Franchise business growth will slow down a bit in 2013 yet will continue to outpace growth in other business sectors, according to an IHS Global Insight report prepared for the International Franchise Association Educational Foundation. The Franchise Business Economic Outlook: 2013 forecasts very similar growth rates in new franchise business formation, job creation, output and contributions to U.S. gross domestic product (GDP).
"While we are pleased the industry continues growing at faster rates than other sectors of the economy, we could be growing much faster, creating more new jobs and businesses, if Washington addressed the tax, spending and regulatory uncertainty plaguing the small business community in a meaningful way," said IFA President & CEO Steve Caldeira. "Franchise businesses emerged from the recession stronger due to the strength of the franchise business model and the strong support of franchisors working with franchisees to sustain profitability.

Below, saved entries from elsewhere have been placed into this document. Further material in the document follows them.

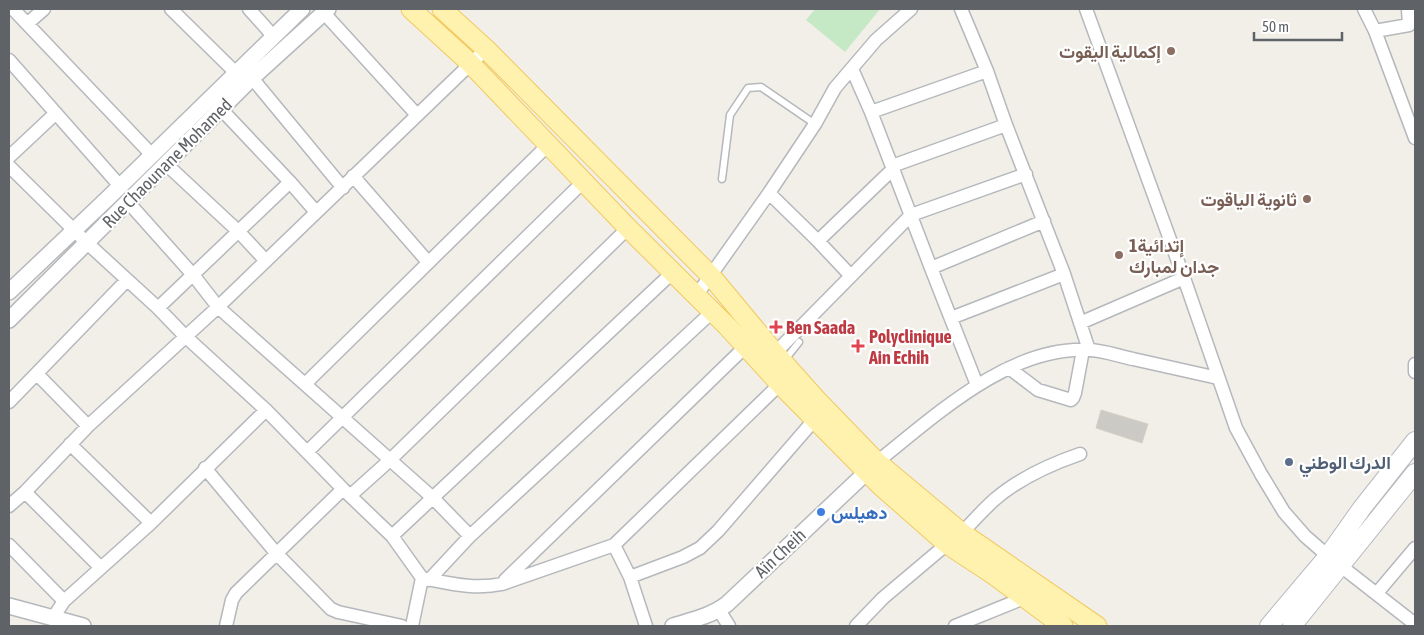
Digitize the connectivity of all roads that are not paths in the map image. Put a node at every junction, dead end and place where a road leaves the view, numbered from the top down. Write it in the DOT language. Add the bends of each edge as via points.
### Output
graph roads {
  1 [pos="13,9"];
  2 [pos="44,9"];
  3 [pos="170,9"];
  4 [pos="249,9"];
  5 [pos="302,9"];
  6 [pos="411,9"];
  7 [pos="442,9"];
  8 [pos="911,9"];
  9 [pos="961,9"];
  10 [pos="1086,9"];
  11 [pos="1364,9"];
  12 [pos="1408,9"];
  13 [pos="326,11"];
  14 [pos="28,23"];
  15 [pos="1412,24"];
  16 [pos="1375,31"];
  17 [pos="274,37"];
  18 [pos="486,49"];
  19 [pos="9,60"];
  20 [pos="470,63"];
  21 [pos="852,68"];
  22 [pos="987,72"];
  23 [pos="236,73"];
  24 [pos="252,78"];
  25 [pos="221,109"];
  26 [pos="871,112"];
  27 [pos="56,113"];
  28 [pos="417,115"];
  29 [pos="815,124"];
  30 [pos="1006,125"];
  31 [pos="1415,138"];
  32 [pos="549,144"];
  33 [pos="152,155"];
  34 [pos="9,157"];
  35 [pos="166,164"];
  36 [pos="9,166"];
  37 [pos="893,168"];
  38 [pos="1026,174"];
  39 [pos="353,176"];
  40 [pos="722,179"];
  41 [pos="290,182"];
  42 [pos="583,182"];
  43 [pos="120,186"];
  44 [pos="342,188"];
  45 [pos="769,193"];
  46 [pos="128,202"];
  47 [pos="316,212"];
  48 [pos="911,215"];
  49 [pos="1044,221"];
  50 [pos="628,228"];
  51 [pos="75,230"];
  52 [pos="239,232"];
  53 [pos="818,241"];
  54 [pos="86,242"];
  55 [pos="266,261"];
  56 [pos="428,262"];
  57 [pos="931,268"];
  58 [pos="672,273"];
  59 [pos="1064,274"];
  60 [pos="194,276"];
  61 [pos="711,276"];
  62 [pos="851,276"];
  63 [pos="1184,278"];
  64 [pos="127,280"];
  65 [pos="9,292"];
  66 [pos="696,296"];
  67 [pos="218,307"];
  68 [pos="158,308"];
  69 [pos="712,312"];
  70 [pos="951,318"];
  71 [pos="9,320"];
  72 [pos="1080,324"];
  73 [pos="186,336"];
  74 [pos="799,342"];
  75 [pos="746,347"];
  76 [pos="1086,350"];
  77 [pos="779,358"];
  78 [pos="1415,364"];
  79 [pos="1008,368"];
  80 [pos="1415,372"];
  81 [pos="37,374"];
  82 [pos="1218,378"];
  83 [pos="305,384"];
  84 [pos="780,384"];
  85 [pos="977,384"];
  86 [pos="9,402"];
  87 [pos="266,410"];
  88 [pos="343,418"];
  89 [pos="815,419"];
  90 [pos="88,426"];
  91 [pos="1415,441"];
  92 [pos="70,444"];
  93 [pos="307,452"];
  94 [pos="1080,454"];
  95 [pos="390,460"];
  96 [pos="872,467"];
  97 [pos="205,468"];
  98 [pos="1415,473"];
  99 [pos="25,492"];
  100 [pos="347,492"];
  101 [pos="434,498"];
  102 [pos="9,506"];
  103 [pos="151,523"];
  104 [pos="392,536"];
  105 [pos="470,536"];
  106 [pos="954,539"];
  107 [pos="9,545"];
  108 [pos="614,545"];
  109 [pos="1415,548"];
  110 [pos="276,553"];
  111 [pos="1334,561"];
  112 [pos="100,568"];
  113 [pos="630,577"];
  114 [pos="425,579"];
  115 [pos="502,584"];
  116 [pos="1376,593"];
  117 [pos="1024,598"];
  118 [pos="64,601"];
  119 [pos="9,606"];
  120 [pos="719,610"];
  121 [pos="53,618"];
  122 [pos="1415,624"];
  123 [pos="729,625"];
  124 [pos="84,626"];
  125 [pos="226,626"];
  126 [pos="402,626"];
  127 [pos="412,626"];
  128 [pos="646,626"];
  129 [pos="673,626"];
  130 [pos="856,626"];
  131 [pos="955,626"];
  132 [pos="1063,626"];
  133 [pos="1097,626"];
  134 [pos="1269,626"];
  135 [pos="1292,626"];
  1 -- 14 [label="street"];
  2 -- 14 [label="street"];
  3 -- 23 [label="street"];
  4 -- 17 [label="street"];
  5 -- 17 [label="street, Rue Chaounane Mohamed"];
  6 -- 20 [label="main road"];
  7 -- 18 [label="main road"];
  8 -- 21 [label="street" via="876,40"];
  9 -- 22 [label="street"];
  10 -- 63 [label="street"];
  11 -- 16 [label="street"];
  12 -- 15 [label="street"];
  13 -- 24 [label="street, Rue Chaounane Mohamed"];
  13 -- 28 [label="street"];
  14 -- 33 [label="street"];
  15 -- 16 [label="street"];
  16 -- 31 [label="street"];
  17 -- 23 [label="street, Rue Chaounane Mohamed"];
  18 -- 20 [label="street"];
  18 -- 61 [label="main road"];
  19 -- 27 [label="street"];
  20 -- 28 [label="street"];
  20 -- 32 [label="main road"];
  21 -- 26 [label="street"];
  21 -- 29 [label="street" via="835,88"];
  22 -- 26 [label="street"];
  22 -- 30 [label="street"];
  23 -- 33 [label="street, Rue Chaounane Mohamed"];
  24 -- 25 [label="street, Rue Chaounane Mohamed"];
  24 -- 44 [label="street"];
  25 -- 35 [label="street, Rue Chaounane Mohamed"];
  25 -- 41 [label="street"];
  26 -- 37 [label="street"];
  27 -- 34 [label="street"];
  27 -- 43 [label="street"];
  28 -- 39 [label="street"];
  29 -- 40 [label="lane" via="761,87 748,88 730,114"];
  29 -- 45 [label="street"];
  30 -- 37 [label="street"];
  30 -- 38 [label="street"];
  32 -- 42 [label="main road"];
  32 -- 56 [label="street"];
  33 -- 43 [label="street, Rue Chaounane Mohamed"];
  35 -- 46 [label="street, Rue Chaounane Mohamed"];
  35 -- 52 [label="street"];
  36 -- 51 [label="street"];
  37 -- 48 [label="street"];
  37 -- 53 [label="street"];
  38 -- 48 [label="street"];
  38 -- 49 [label="street"];
  39 -- 44 [label="street"];
  39 -- 56 [label="street"];
  41 -- 47 [label="street"];
  41 -- 52 [label="street"];
  42 -- 50 [label="main road"];
  42 -- 88 [label="street"];
  43 -- 51 [label="street, Rue Chaounane Mohamed"];
  44 -- 47 [label="street"];
  45 -- 53 [label="street"];
  45 -- 61 [label="street"];
  46 -- 54 [label="street, Rue Chaounane Mohamed"];
  46 -- 60 [label="street"];
  47 -- 55 [label="street"];
  48 -- 57 [label="street"];
  48 -- 62 [label="street"];
  49 -- 57 [label="street"];
  49 -- 59 [label="street"];
  50 -- 58 [label="main road"];
  50 -- 95 [label="street"];
  51 -- 54 [label="street"];
  51 -- 65 [label="street, Rue Chaounane Mohamed"];
  52 -- 55 [label="street"];
  52 -- 60 [label="street"];
  53 -- 62 [label="street"];
  54 -- 64 [label="street"];
  54 -- 71 [label="street, Rue Chaounane Mohamed"];
  55 -- 67 [label="street"];
  56 -- 83 [label="street"];
  57 -- 70 [label="street"];
  58 -- 66 [label="main road"];
  58 -- 101 [label="street"];
  59 -- 70 [label="street"];
  59 -- 72 [label="street"];
  60 -- 67 [label="street"];
  60 -- 68 [label="street"];
  61 -- 66 [label="street"];
  61 -- 77 [label="main road"];
  62 -- 77 [label="street"];
  63 -- 72 [label="street"];
  63 -- 82 [label="street"];
  64 -- 68 [label="street"];
  64 -- 81 [label="street"];
  66 -- 69 [label="main road"];
  67 -- 73 [label="street"];
  67 -- 83 [label="street"];
  68 -- 73 [label="street"];
  69 -- 75 [label="main road"];
  69 -- 105 [label="street"];
  70 -- 85 [label="street"];
  72 -- 76 [label="street"];
  73 -- 87 [label="street"];
  73 -- 90 [label="street"];
  74 -- 77 [label="lane"];
  75 -- 84 [label="main road"];
  75 -- 115 [label="street"];
  76 -- 79 [label="street" via="1066,350"];
  76 -- 79 [label="street" via="1074,398 1070,400 1038,390"];
  76 -- 82 [label="street"];
  77 -- 96 [label="main road"];
  78 -- 80 [label="street"];
  79 -- 85 [label="street"];
  81 -- 86 [label="street"];
  81 -- 90 [label="street"];
  82 -- 111 [label="street" via="1236,428 1270,489 1305,536"];
  83 -- 88 [label="street"];
  84 -- 89 [label="main road"];
  84 -- 108 [label="street"];
  85 -- 96 [label="street"];
  87 -- 93 [label="street"];
  87 -- 97 [label="street"];
  88 -- 93 [label="street"];
  88 -- 95 [label="street"];
  89 -- 96 [label="main road"];
  89 -- 113 [label="street" via="700,548 683,558"];
  90 -- 92 [label="street"];
  91 -- 111 [label="main road" via="1362,508"];
  92 -- 99 [label="street"];
  92 -- 103 [label="street"];
  93 -- 100 [label="street"];
  94 -- 106 [label="street" via="1007,490"];
  95 -- 100 [label="street"];
  95 -- 101 [label="street"];
  96 -- 106 [label="main road"];
  96 -- 120 [label="street, Aïn Cheih"];
  97 -- 103 [label="street"];
  97 -- 110 [label="street"];
  98 -- 111 [label="main road"];
  99 -- 102 [label="street"];
  99 -- 112 [label="street"];
  100 -- 104 [label="street"];
  100 -- 110 [label="street"];
  101 -- 104 [label="street"];
  101 -- 105 [label="street"];
  103 -- 112 [label="street"];
  104 -- 114 [label="street"];
  105 -- 114 [label="street"];
  106 -- 117 [label="main road"];
  106 -- 130 [label="street" via="883,598"];
  106 -- 133 [label="main road"];
  107 -- 118 [label="street"];
  108 -- 113 [label="street"];
  108 -- 115 [label="street"];
  109 -- 116 [label="street"];
  110 -- 125 [label="street" via="236,593"];
  110 -- 126 [label="street" via="331,609"];
  111 -- 116 [label="street"];
  111 -- 134 [label="main road"];
  111 -- 135 [label="main road"];
  112 -- 118 [label="street"];
  113 -- 128 [label="street"];
  114 -- 115 [label="street" via="465,586"];
  114 -- 127 [label="street"];
  116 -- 122 [label="street"];
  117 -- 131 [label="street"];
  117 -- 132 [label="main road"];
  118 -- 121 [label="street"];
  119 -- 121 [label="street"];
  120 -- 123 [label="street"];
  120 -- 129 [label="street"];
  121 -- 124 [label="street"];
}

Franchise businesses are now poised to accelerate growth plans, but industry leaders say the lack of confidence in our leaders in Washington to address the fundamental challenges facing our economy is keeping them and prospective investors on the sidelines."
According to the report, the macroeconomic outlook for 2013 is another year of only modest improvement in employment and consumer spending, with overall economic growth held back by slower growth of business investment and a bigger decline in federal government spending. The expected resolution of the fiscal cliff will eliminate some of the uncertainty that has restrained the franchise sector, but it will also bring higher taxes that create a drag on growth. The basic indicators of the health of the franchise sector will show a slight slowdown. Yet the franchise sector will continue to do well within the industries where franchise businesses are concentrated.